Dream Theater - Parasomnia
The return of Mike Portnoy was supposed to be a huge moment, but to be honest, I miss the Mike Mangini era already. I'm not blaming Portnoy in particular, but the choices the band made for this record play into everything I don't like about their sound. There are more random instrumental bits, more self-aware metal context, and more focus on being heavy above all else. "Bend The Clock" is a stroke of magic, but it's the only song on the album that stands up at that level. The rest of the album is dark and dull, trying my patience in a way the intervening years rarely did.
Ghost - Skeleta
I shouldn't be disappointed in Ghost anymore, since "Meliora" is the only album of theirs I don't need to cherry-pick for the highlights. But after the initial singles for this album came out, I thought they might have swung the pendulum in my direction. I was wrong. Those singles are indeed great, but the rest of the album fell into the put of mediocrity once again. Hearing Tobias singing "love rockets" again and again was not what I had in mind, and his embrace of arena rock came with putting some of the cheesy fun of the band to the background. This actually feels like the most sincere Ghost album, but that's not what we want from a cartoonish band with this kind of lore. At least they make for a good compilation.
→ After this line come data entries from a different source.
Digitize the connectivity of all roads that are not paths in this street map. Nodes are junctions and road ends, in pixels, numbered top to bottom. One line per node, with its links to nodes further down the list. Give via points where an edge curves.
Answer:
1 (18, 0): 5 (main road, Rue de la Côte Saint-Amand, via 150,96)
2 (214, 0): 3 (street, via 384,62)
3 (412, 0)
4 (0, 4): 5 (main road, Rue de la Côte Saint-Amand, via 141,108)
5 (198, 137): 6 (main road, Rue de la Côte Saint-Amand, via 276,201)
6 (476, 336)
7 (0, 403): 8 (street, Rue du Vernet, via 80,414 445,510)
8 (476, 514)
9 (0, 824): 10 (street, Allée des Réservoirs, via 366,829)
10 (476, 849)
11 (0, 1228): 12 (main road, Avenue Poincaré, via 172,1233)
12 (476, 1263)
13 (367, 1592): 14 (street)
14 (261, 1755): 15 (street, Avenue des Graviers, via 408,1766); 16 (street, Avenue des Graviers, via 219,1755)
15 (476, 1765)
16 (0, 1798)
Katatonia - Nightmares As Extensions Of The Waking State
"A Sky Void Of Stars" was my AOTY, and now Katatonia is here in the dregs. What made that album so special was blending Katatonia's trademark gloom with just enough energy to make it sound like the back end of a depressive storm. This time, the tempos are slowed again, the production becomes oppressive, and the songs drag along as dirges. That slight bit of optimism is gone, and with it the feeling I was always hoping Katatonia could achieve. Perhaps the band's lineup turmoil had something to do with the writing, but I think it's more likely we were two perpendicular lines, and we're destined to have only connected at the one instant.